[Stored items from a collection]

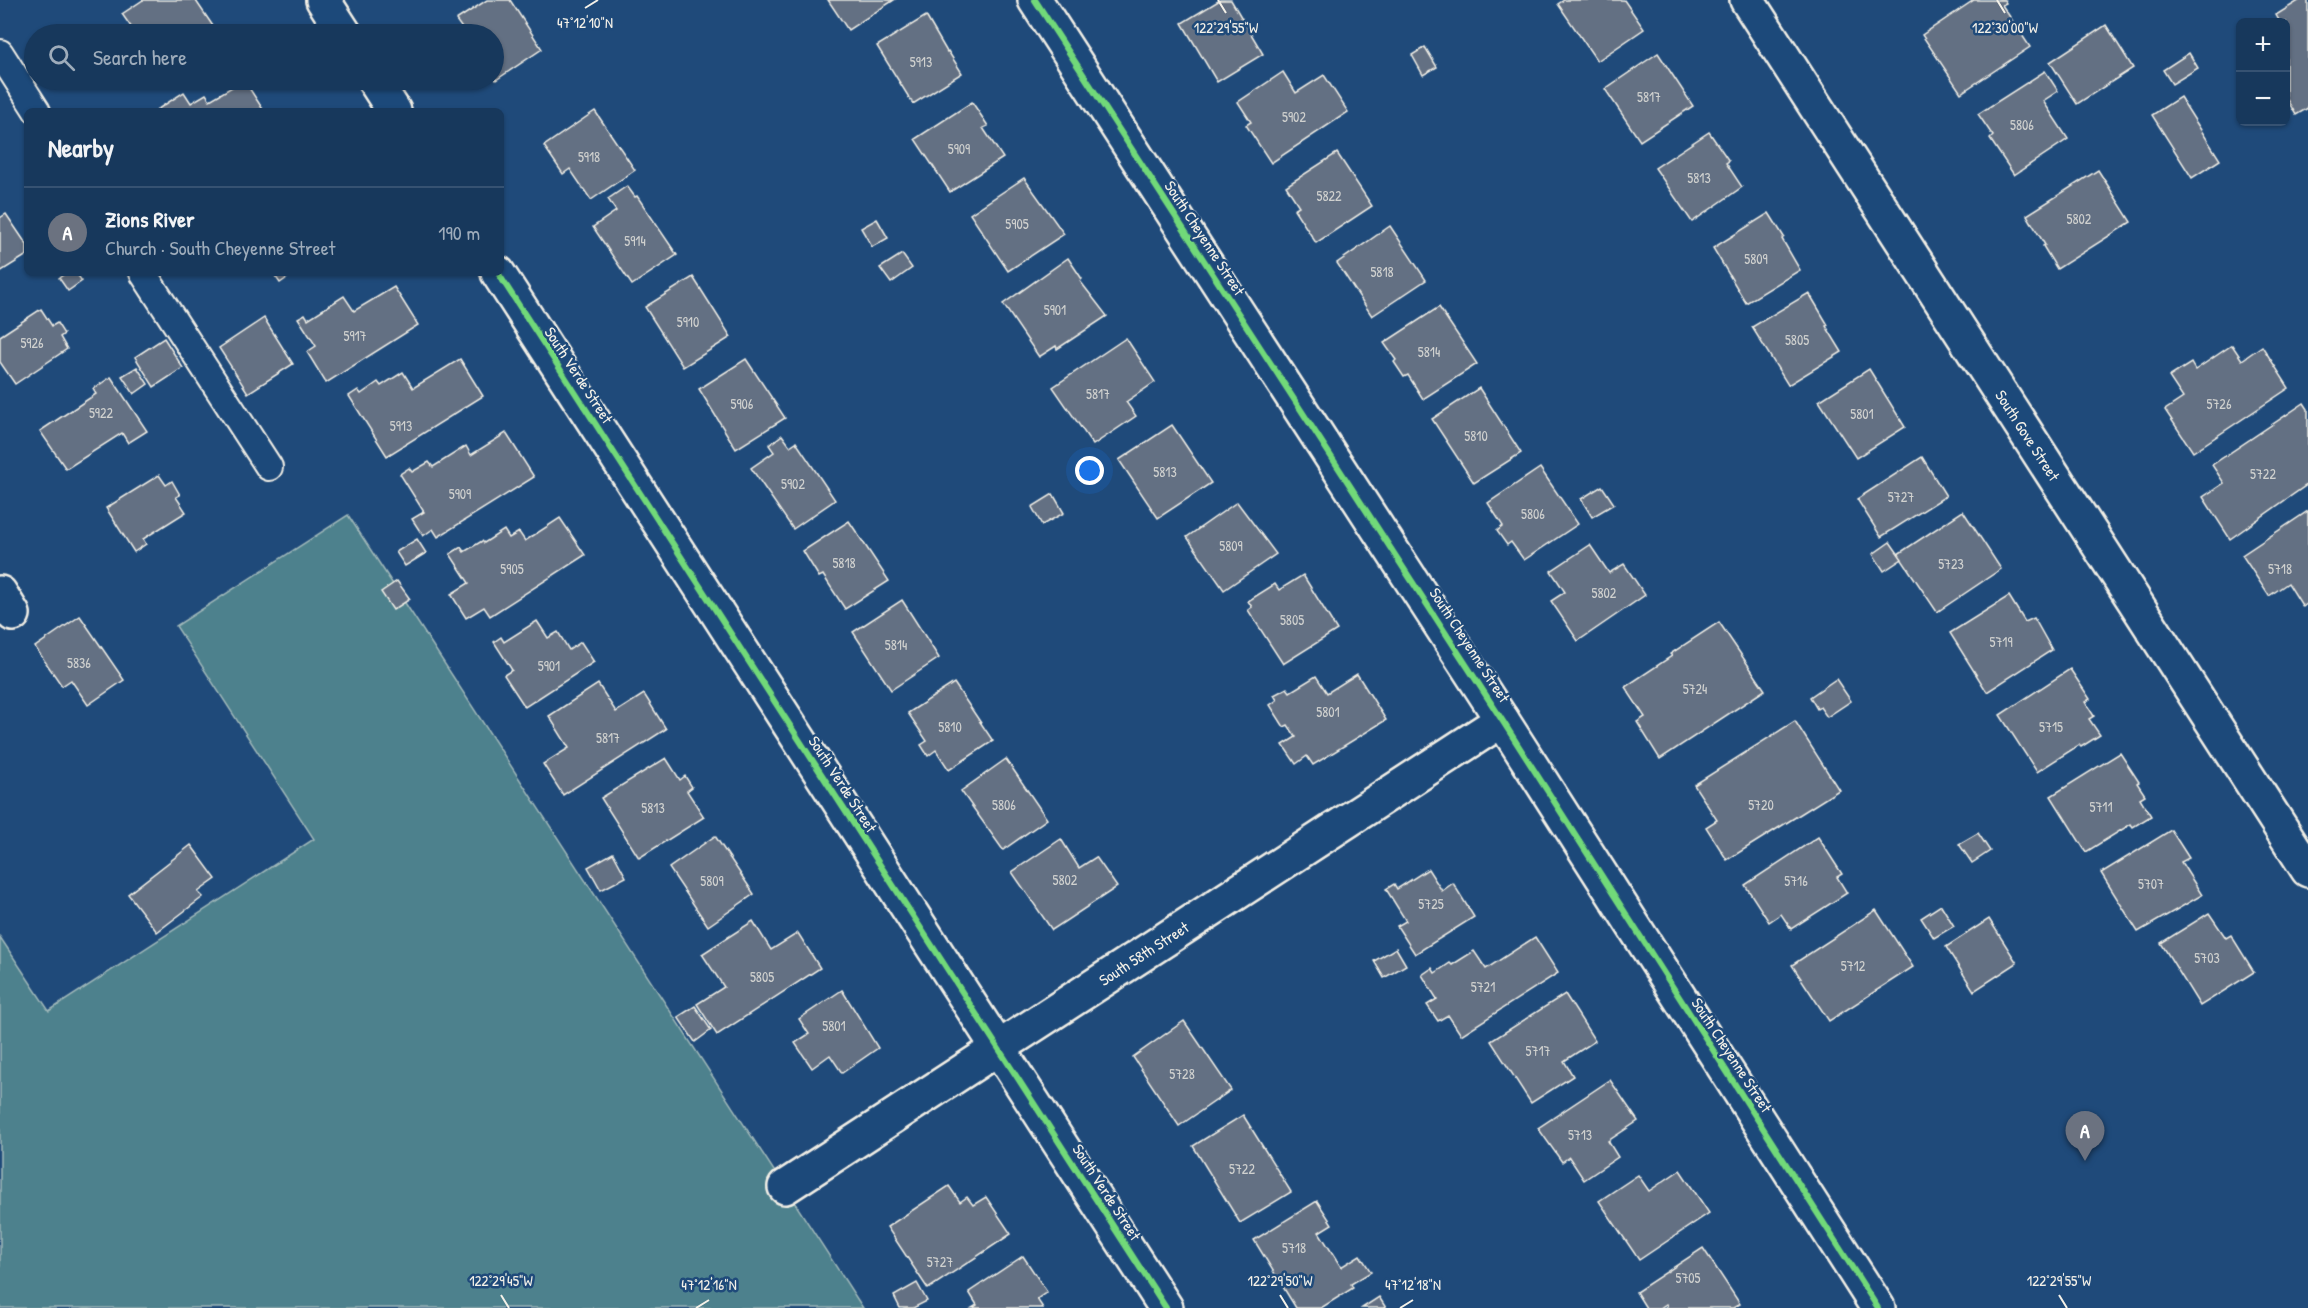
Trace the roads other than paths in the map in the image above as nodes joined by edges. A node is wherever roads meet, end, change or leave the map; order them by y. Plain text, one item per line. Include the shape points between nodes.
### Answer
1 (323, 0) edge
2 (1035, 0) edge
3 (1746, 0) edge
4 (339, 24) edge
5 (0, 54) edge
6 (380, 90) edge
7 (35, 108) edge
8 (392, 108) edge
9 (145, 276) edge
10 (500, 276) edge
11 (269, 467) dead end
12 (1502, 720) junction
13 (2308, 870) edge
14 (998, 1049) junction
15 (784, 1187) dead end
16 (1166, 1308) edge
17 (1878, 1308) edge

1 - 4 street
2 - 12 street, South Cheyenne Street
3 - 13 street, South Gove Street
5 - 7 lane
6 - 8 street
9 - 11 lane
10 - 14 street, South Verde Street
12 - 14 street, South 58th Street
12 - 17 street, South Cheyenne Street
14 - 15 street, South 58th Street
14 - 16 street, South Verde Street

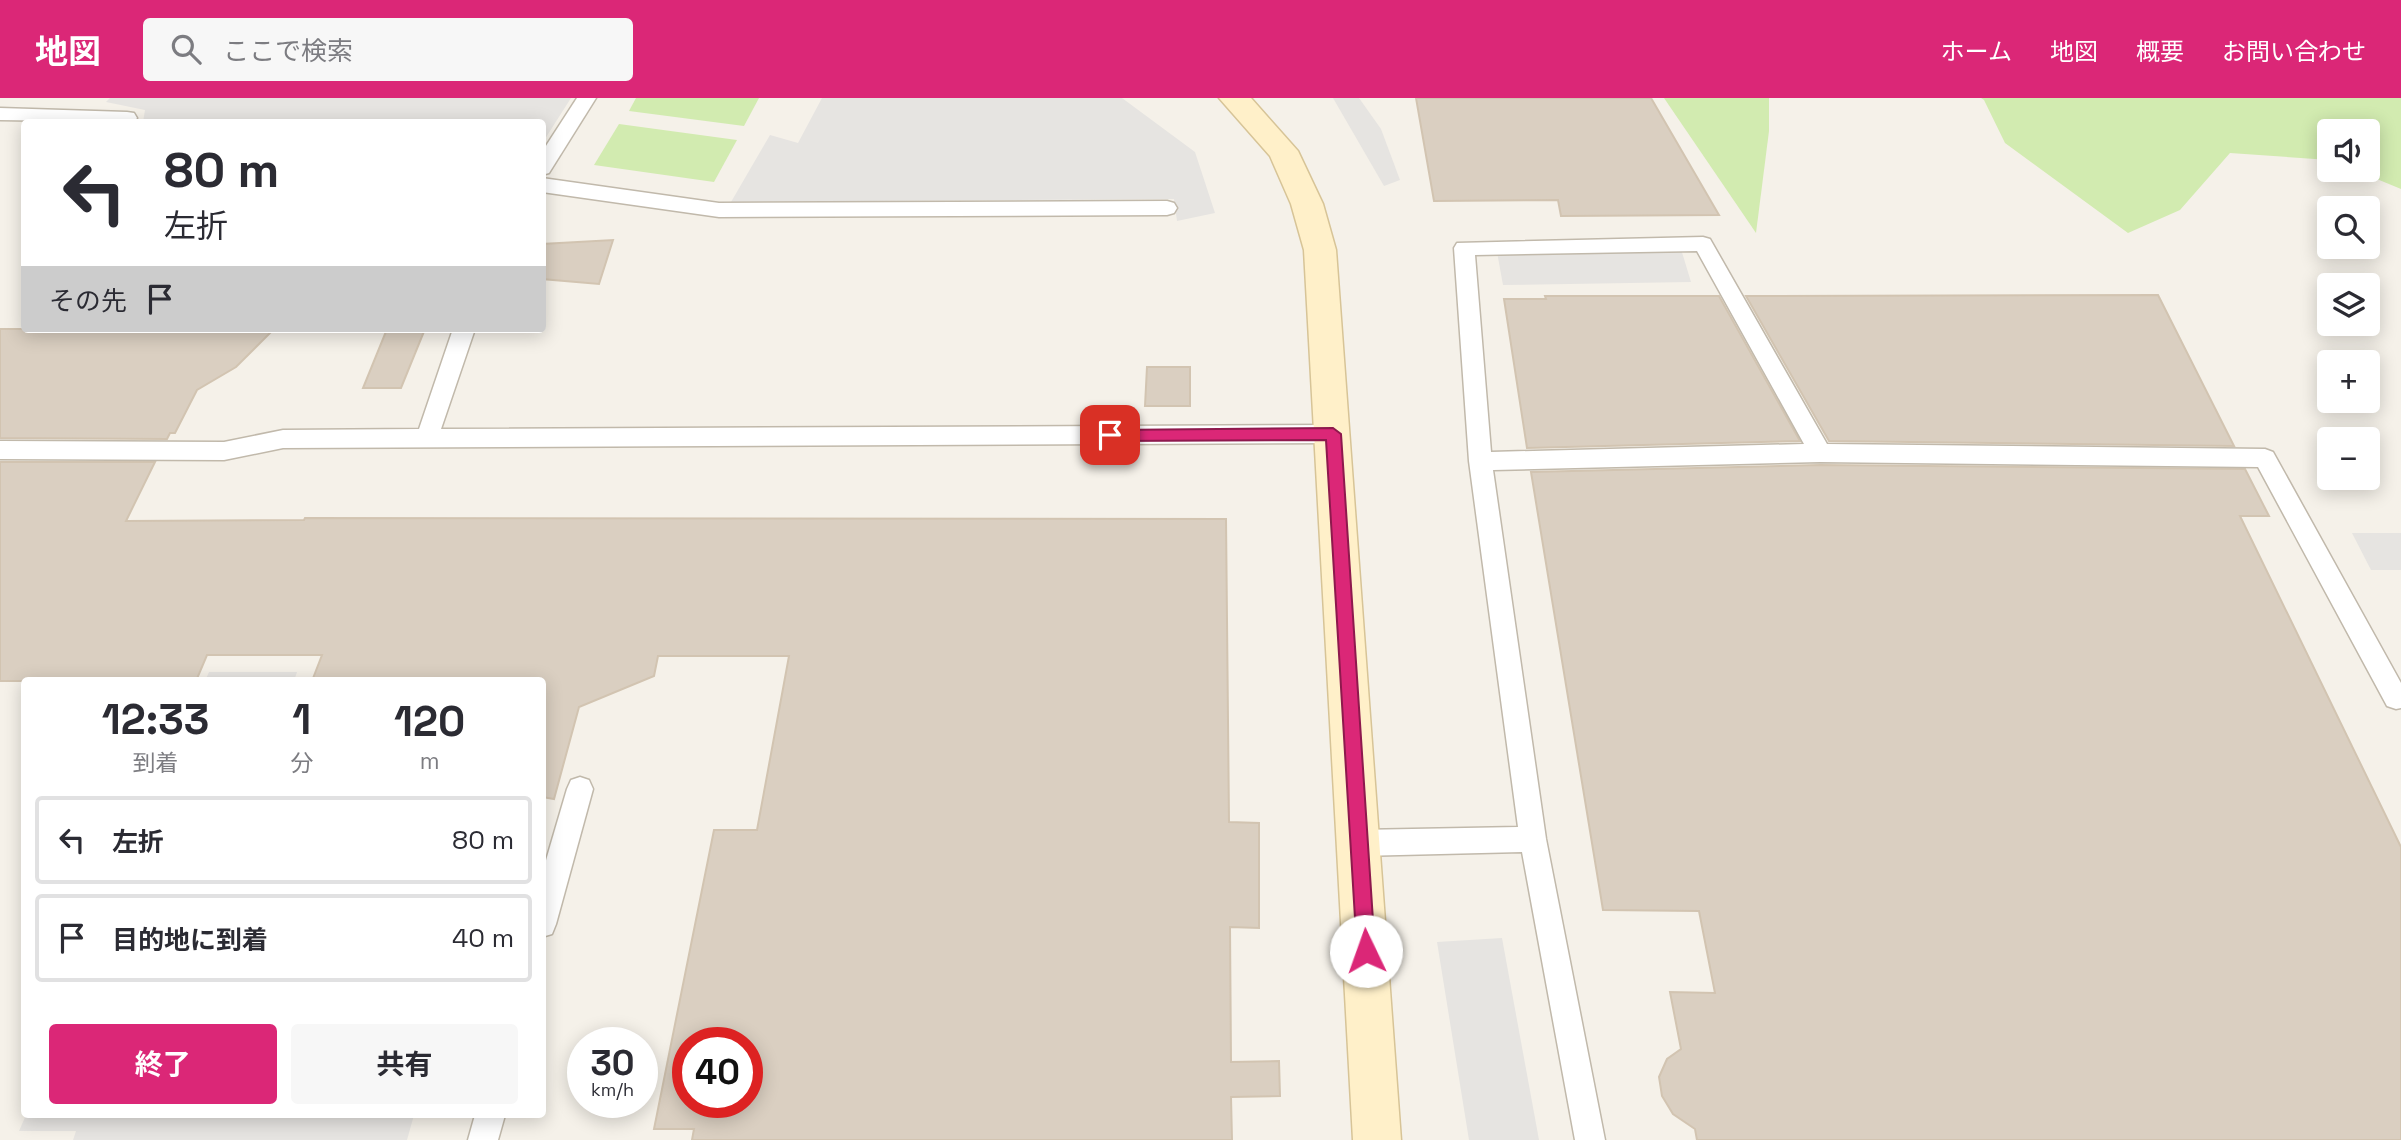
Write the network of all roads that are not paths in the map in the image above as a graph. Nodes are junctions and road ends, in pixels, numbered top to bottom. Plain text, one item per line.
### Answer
1 (62, 98) edge
2 (587, 98) edge
3 (1234, 98) edge
4 (0, 114) edge
5 (48, 116) junction
6 (126, 119) edge
7 (546, 161) edge
8 (546, 186) edge
9 (1167, 208) dead end
10 (463, 333) edge
11 (1333, 434) junction
12 (427, 439) junction
13 (0, 450) edge
14 (1820, 453) junction
15 (1479, 461) junction
16 (2396, 698) dead end
17 (580, 789) dead end
18 (1533, 839) junction
19 (1359, 843) junction
20 (546, 910) edge
21 (489, 1118) edge
22 (483, 1140) edge
23 (1377, 1140) edge
24 (1590, 1140) edge

1 - 5 lane
2 - 7 lane
3 - 11 street
4 - 5 lane
5 - 6 lane
8 - 9 lane
10 - 12 lane
11 - 12 lane
11 - 19 street
12 - 13 lane
14 - 15 lane
14 - 15 lane
14 - 16 lane
15 - 18 lane
17 - 20 lane
18 - 19 lane
18 - 24 lane
19 - 23 street
21 - 22 lane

** What the task asks **
Give every line of the data above again as it stands; the pictures stay out.

** Solution for this exercise **
Trace the roads other than paths in the map in the image above as nodes joined by edges. A node is wherever roads meet, end, change or leave the map; order them by y. Plain text, one item per line. Include the shape points between nodes.
### Answer
1 (323, 0) edge
2 (1035, 0) edge
3 (1746, 0) edge
4 (339, 24) edge
5 (0, 54) edge
6 (380, 90) edge
7 (35, 108) edge
8 (392, 108) edge
9 (145, 276) edge
10 (500, 276) edge
11 (269, 467) dead end
12 (1502, 720) junction
13 (2308, 870) edge
14 (998, 1049) junction
15 (784, 1187) dead end
16 (1166, 1308) edge
17 (1878, 1308) edge

1 - 4 street
2 - 12 street, South Cheyenne Street
3 - 13 street, South Gove Street
5 - 7 lane
6 - 8 street
9 - 11 lane
10 - 14 street, South Verde Street
12 - 14 street, South 58th Street
12 - 17 street, South Cheyenne Street
14 - 15 street, South 58th Street
14 - 16 street, South Verde Street

Write the network of all roads that are not paths in the map in the image above as a graph. Nodes are junctions and road ends, in pixels, numbered top to bottom. Plain text, one item per line.
### Answer
1 (62, 98) edge
2 (587, 98) edge
3 (1234, 98) edge
4 (0, 114) edge
5 (48, 116) junction
6 (126, 119) edge
7 (546, 161) edge
8 (546, 186) edge
9 (1167, 208) dead end
10 (463, 333) edge
11 (1333, 434) junction
12 (427, 439) junction
13 (0, 450) edge
14 (1820, 453) junction
15 (1479, 461) junction
16 (2396, 698) dead end
17 (580, 789) dead end
18 (1533, 839) junction
19 (1359, 843) junction
20 (546, 910) edge
21 (489, 1118) edge
22 (483, 1140) edge
23 (1377, 1140) edge
24 (1590, 1140) edge

1 - 5 lane
2 - 7 lane
3 - 11 street
4 - 5 lane
5 - 6 lane
8 - 9 lane
10 - 12 lane
11 - 12 lane
11 - 19 street
12 - 13 lane
14 - 15 lane
14 - 15 lane
14 - 16 lane
15 - 18 lane
17 - 20 lane
18 - 19 lane
18 - 24 lane
19 - 23 street
21 - 22 lane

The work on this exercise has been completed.